We should not tidy away the parts we cannot explain, so here is one that still genuinely resists us. The building blocks of life come in two mirror-image forms, left-handed and right-handed, the way your two hands are the same shape reversed and cannot be laid perfectly on top of one another. Ordinary chemistry, including the chemistry in Miller's flask and inside the Murchison meteorite, makes both forms in almost equal measure. Yet life, all life, uses only the left-handed amino acids and only the right-handed sugars, with an almost fanatical, unbroken consistency, and no one is certain why the first life chose one hand over the other, or how the choice locked in so absolutely across every lineage. It is a small mystery with a long shadow, and it is worth naming plainly, because it is a good honest example of how the origin of life is not a solved problem dressed up as a story. It is a real frontier, where careful, serious scientists still disagree, and where the next decade may still hold a surprise.

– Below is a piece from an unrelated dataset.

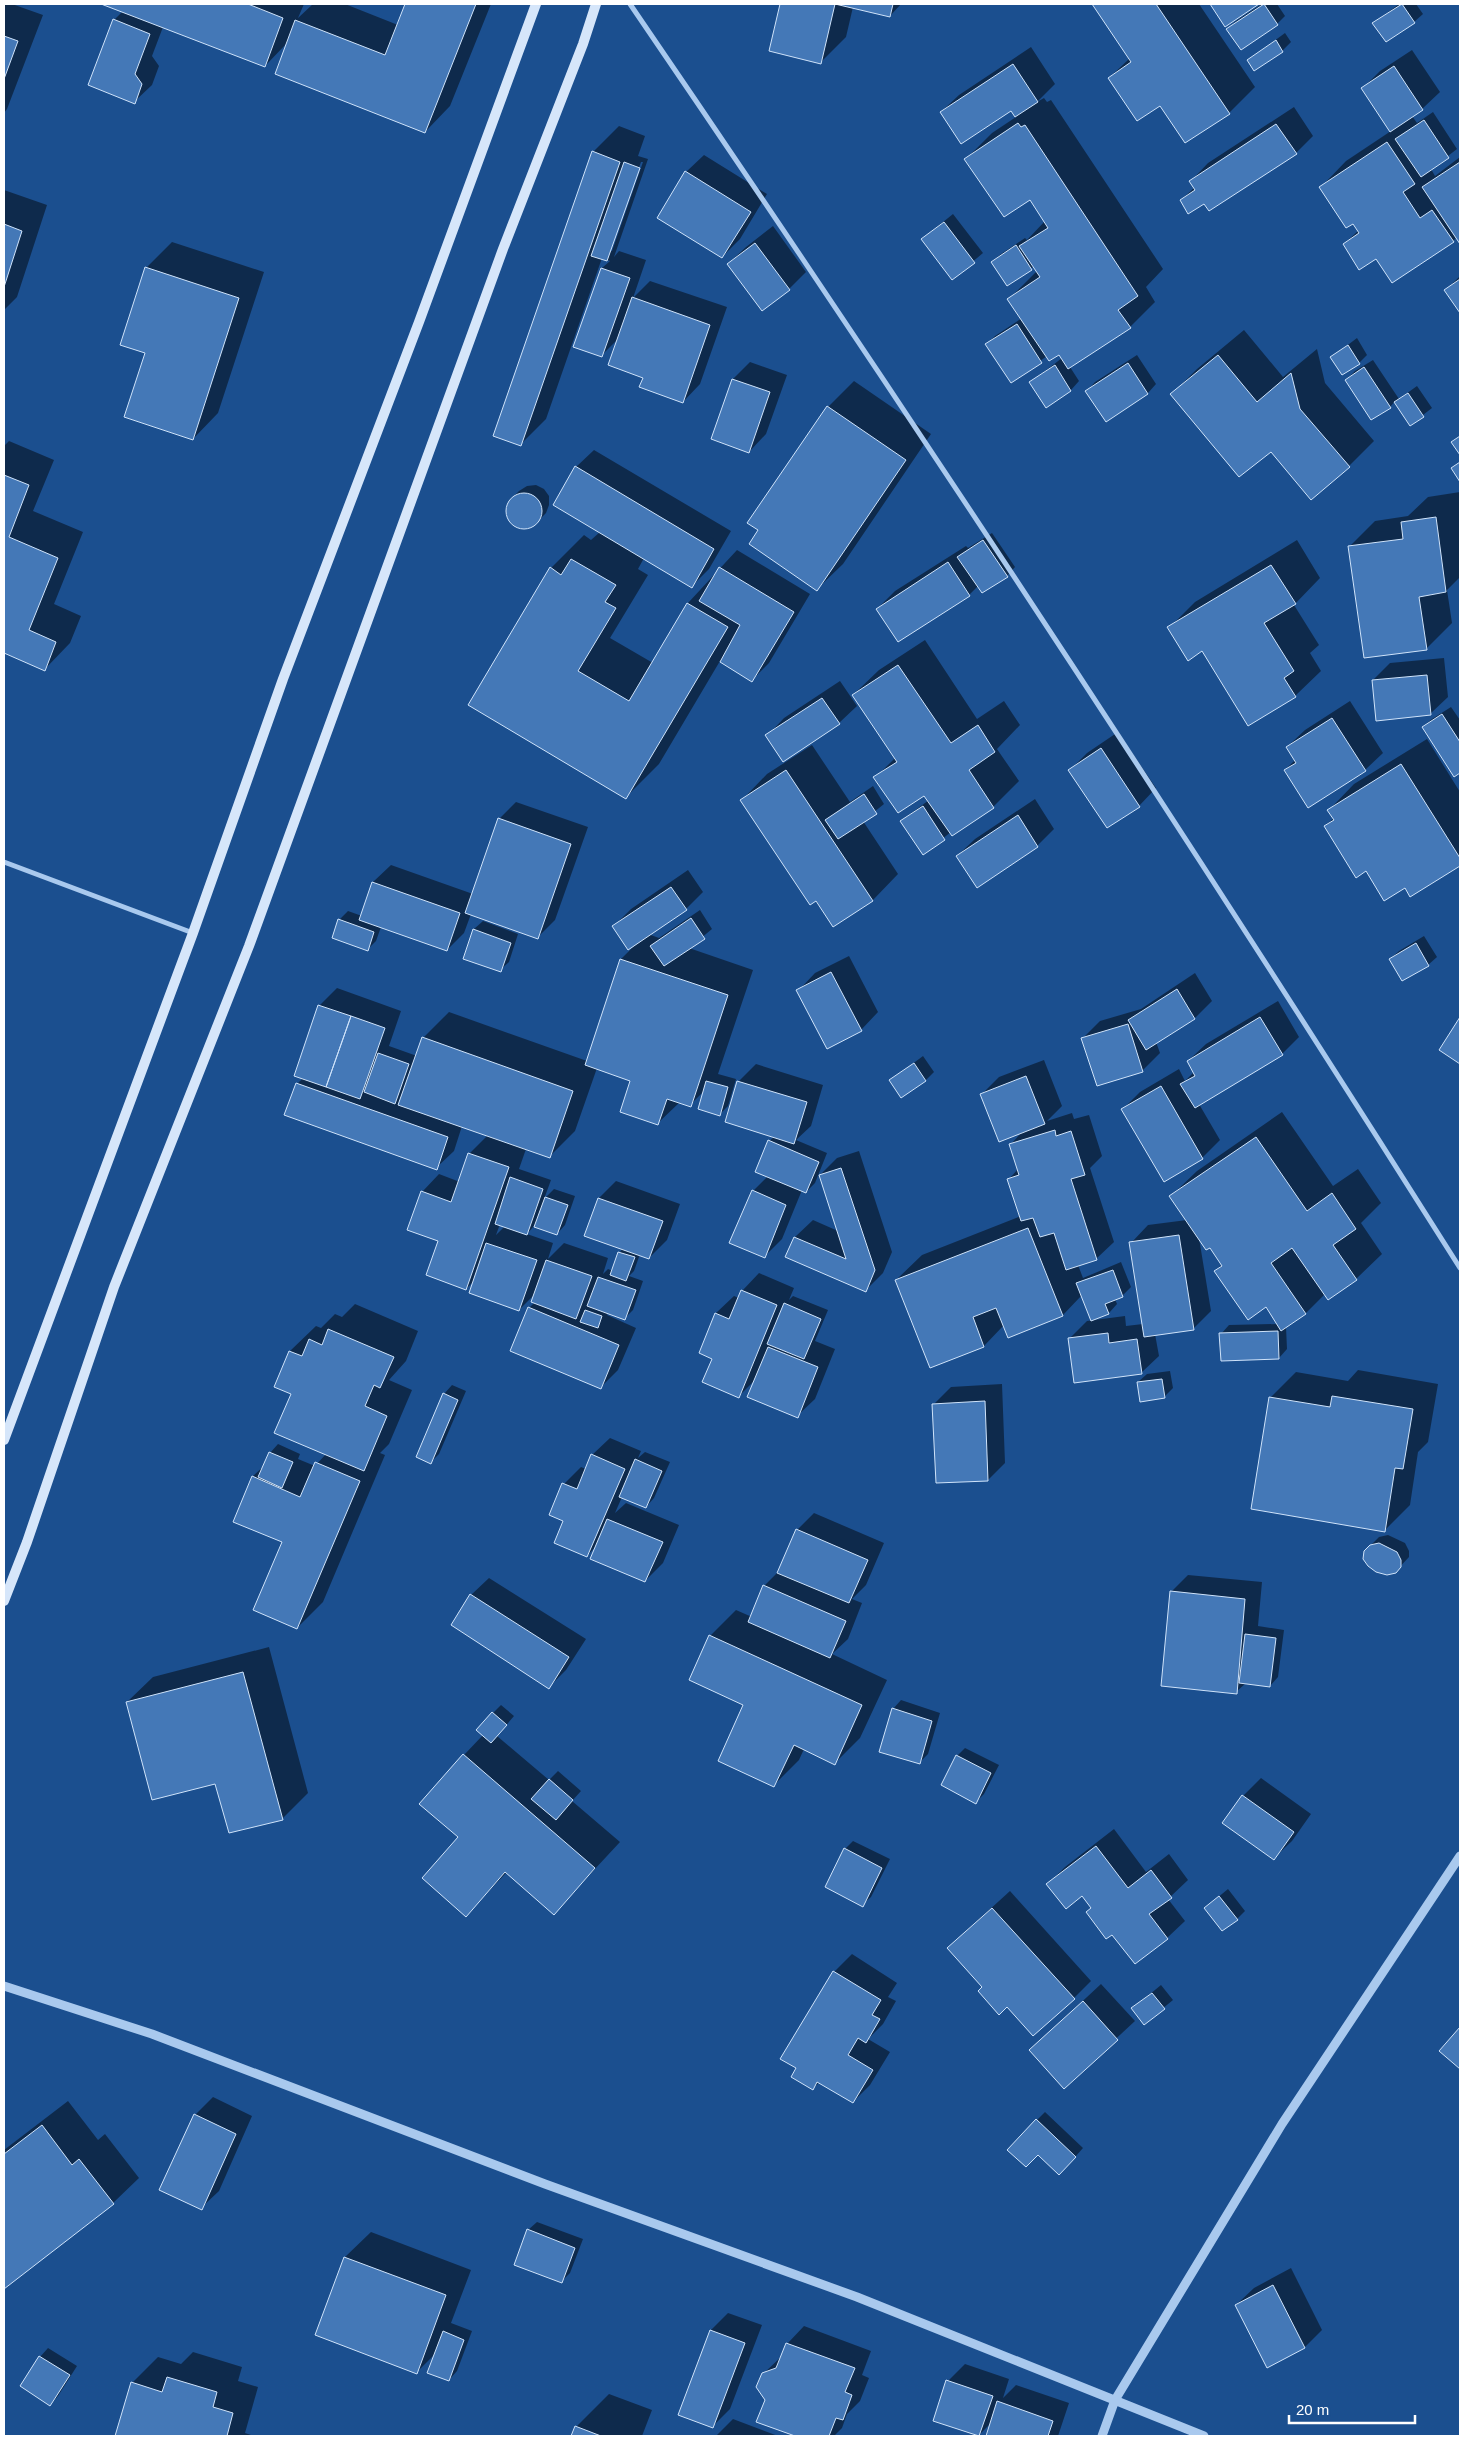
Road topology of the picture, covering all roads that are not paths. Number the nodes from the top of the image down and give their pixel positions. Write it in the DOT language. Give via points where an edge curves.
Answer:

So we will say plainly what we know and what we do not. We know that life began on this planet at least three and a half billion years ago, and probably within just a few hundred million years of the oceans becoming calm enough to allow it, which, on the clock of deep time, is astonishingly fast. We know it appears to have begun once, and that everything alive descends from that single beginning in an unbroken chain. We know the building blocks form readily, here and in space, and that the deep sea offered a ready-made engine to run on. We do not know exactly how the pieces crossed the line into a living whole, we have not yet reproduced that crossing in any laboratory, and we cannot yet say whether it was a fluke so rare it may have happened nowhere else in the galaxy, or the near-inevitable next move of a chemistry that was leaning toward life all along. That single question, whether life is a cosmic accident or a cosmic tendency, is one of the largest we will carry through this entire book, and we do not get to answer it here. What we can say, and it is not nothing, is that the leaning looks real: the pieces form easily, the gradients are everywhere, the membranes assemble themselves, the spark caught almost the moment it could. The universe did not obviously resist becoming alive. If anything, it seems to have been waiting for the chance.

And once it was alive, it never stopped. From that first enclosed, self-copying chemistry there runs a single thread, never once broken in more than three billion years, through every catastrophe and transformation this planet has ever staged, straight to the cells reading these words. Life had begun. Now it had to survive. And it would have to be patient beyond all imagining.